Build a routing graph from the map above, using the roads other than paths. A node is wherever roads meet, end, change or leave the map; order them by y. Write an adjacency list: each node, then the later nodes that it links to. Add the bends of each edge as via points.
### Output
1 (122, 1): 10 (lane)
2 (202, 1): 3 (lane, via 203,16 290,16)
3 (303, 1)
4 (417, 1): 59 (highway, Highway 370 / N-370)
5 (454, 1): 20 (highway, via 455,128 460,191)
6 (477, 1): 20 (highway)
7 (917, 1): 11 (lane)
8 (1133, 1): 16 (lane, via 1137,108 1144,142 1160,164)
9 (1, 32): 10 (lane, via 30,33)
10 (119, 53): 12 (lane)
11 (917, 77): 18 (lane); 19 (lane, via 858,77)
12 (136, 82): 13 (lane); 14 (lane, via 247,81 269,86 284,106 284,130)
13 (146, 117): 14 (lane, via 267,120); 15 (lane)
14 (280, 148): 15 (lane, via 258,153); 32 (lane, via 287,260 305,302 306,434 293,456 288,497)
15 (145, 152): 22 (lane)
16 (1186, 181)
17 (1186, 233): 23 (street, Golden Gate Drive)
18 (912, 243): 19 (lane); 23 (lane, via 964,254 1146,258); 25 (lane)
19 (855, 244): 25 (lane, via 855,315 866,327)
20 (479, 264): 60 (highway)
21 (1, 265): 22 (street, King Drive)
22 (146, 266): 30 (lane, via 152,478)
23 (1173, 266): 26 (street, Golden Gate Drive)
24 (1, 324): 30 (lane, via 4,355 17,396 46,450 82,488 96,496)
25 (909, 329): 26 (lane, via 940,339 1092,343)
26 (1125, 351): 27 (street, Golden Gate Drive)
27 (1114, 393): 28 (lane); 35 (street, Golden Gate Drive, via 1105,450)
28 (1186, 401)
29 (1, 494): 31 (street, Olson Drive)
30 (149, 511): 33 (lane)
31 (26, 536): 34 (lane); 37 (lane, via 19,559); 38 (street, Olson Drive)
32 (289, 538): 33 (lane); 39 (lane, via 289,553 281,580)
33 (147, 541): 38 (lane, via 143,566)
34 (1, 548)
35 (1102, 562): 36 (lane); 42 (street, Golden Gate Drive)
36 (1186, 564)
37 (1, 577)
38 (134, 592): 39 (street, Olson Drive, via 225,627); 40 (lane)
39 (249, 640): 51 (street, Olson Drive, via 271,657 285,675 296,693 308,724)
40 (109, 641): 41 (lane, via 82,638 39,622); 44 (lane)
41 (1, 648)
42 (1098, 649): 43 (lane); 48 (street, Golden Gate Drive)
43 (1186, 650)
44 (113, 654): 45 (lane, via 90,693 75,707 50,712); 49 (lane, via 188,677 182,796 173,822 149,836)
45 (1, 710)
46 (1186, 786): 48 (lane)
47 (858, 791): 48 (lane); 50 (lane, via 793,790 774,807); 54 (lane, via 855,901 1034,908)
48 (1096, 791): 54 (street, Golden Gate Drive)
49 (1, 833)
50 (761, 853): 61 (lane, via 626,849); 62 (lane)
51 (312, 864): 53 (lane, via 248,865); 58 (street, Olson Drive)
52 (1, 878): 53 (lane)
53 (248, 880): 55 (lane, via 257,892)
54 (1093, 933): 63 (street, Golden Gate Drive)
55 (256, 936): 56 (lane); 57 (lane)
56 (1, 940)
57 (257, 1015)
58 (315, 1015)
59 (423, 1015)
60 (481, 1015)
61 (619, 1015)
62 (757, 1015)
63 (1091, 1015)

========================================

** Exercise aim **
In full and verbatim, transcribe the data.

** Answer to this task **
Build a routing graph from the map above, using the roads other than paths. A node is wherever roads meet, end, change or leave the map; order them by y. Write an adjacency list: each node, then the later nodes that it links to. Add the bends of each edge as via points.
### Output
1 (122, 1): 10 (lane)
2 (202, 1): 3 (lane, via 203,16 290,16)
3 (303, 1)
4 (417, 1): 59 (highway, Highway 370 / N-370)
5 (454, 1): 20 (highway, via 455,128 460,191)
6 (477, 1): 20 (highway)
7 (917, 1): 11 (lane)
8 (1133, 1): 16 (lane, via 1137,108 1144,142 1160,164)
9 (1, 32): 10 (lane, via 30,33)
10 (119, 53): 12 (lane)
11 (917, 77): 18 (lane); 19 (lane, via 858,77)
12 (136, 82): 13 (lane); 14 (lane, via 247,81 269,86 284,106 284,130)
13 (146, 117): 14 (lane, via 267,120); 15 (lane)
14 (280, 148): 15 (lane, via 258,153); 32 (lane, via 287,260 305,302 306,434 293,456 288,497)
15 (145, 152): 22 (lane)
16 (1186, 181)
17 (1186, 233): 23 (street, Golden Gate Drive)
18 (912, 243): 19 (lane); 23 (lane, via 964,254 1146,258); 25 (lane)
19 (855, 244): 25 (lane, via 855,315 866,327)
20 (479, 264): 60 (highway)
21 (1, 265): 22 (street, King Drive)
22 (146, 266): 30 (lane, via 152,478)
23 (1173, 266): 26 (street, Golden Gate Drive)
24 (1, 324): 30 (lane, via 4,355 17,396 46,450 82,488 96,496)
25 (909, 329): 26 (lane, via 940,339 1092,343)
26 (1125, 351): 27 (street, Golden Gate Drive)
27 (1114, 393): 28 (lane); 35 (street, Golden Gate Drive, via 1105,450)
28 (1186, 401)
29 (1, 494): 31 (street, Olson Drive)
30 (149, 511): 33 (lane)
31 (26, 536): 34 (lane); 37 (lane, via 19,559); 38 (street, Olson Drive)
32 (289, 538): 33 (lane); 39 (lane, via 289,553 281,580)
33 (147, 541): 38 (lane, via 143,566)
34 (1, 548)
35 (1102, 562): 36 (lane); 42 (street, Golden Gate Drive)
36 (1186, 564)
37 (1, 577)
38 (134, 592): 39 (street, Olson Drive, via 225,627); 40 (lane)
39 (249, 640): 51 (street, Olson Drive, via 271,657 285,675 296,693 308,724)
40 (109, 641): 41 (lane, via 82,638 39,622); 44 (lane)
41 (1, 648)
42 (1098, 649): 43 (lane); 48 (street, Golden Gate Drive)
43 (1186, 650)
44 (113, 654): 45 (lane, via 90,693 75,707 50,712); 49 (lane, via 188,677 182,796 173,822 149,836)
45 (1, 710)
46 (1186, 786): 48 (lane)
47 (858, 791): 48 (lane); 50 (lane, via 793,790 774,807); 54 (lane, via 855,901 1034,908)
48 (1096, 791): 54 (street, Golden Gate Drive)
49 (1, 833)
50 (761, 853): 61 (lane, via 626,849); 62 (lane)
51 (312, 864): 53 (lane, via 248,865); 58 (street, Olson Drive)
52 (1, 878): 53 (lane)
53 (248, 880): 55 (lane, via 257,892)
54 (1093, 933): 63 (street, Golden Gate Drive)
55 (256, 936): 56 (lane); 57 (lane)
56 (1, 940)
57 (257, 1015)
58 (315, 1015)
59 (423, 1015)
60 (481, 1015)
61 (619, 1015)
62 (757, 1015)
63 (1091, 1015)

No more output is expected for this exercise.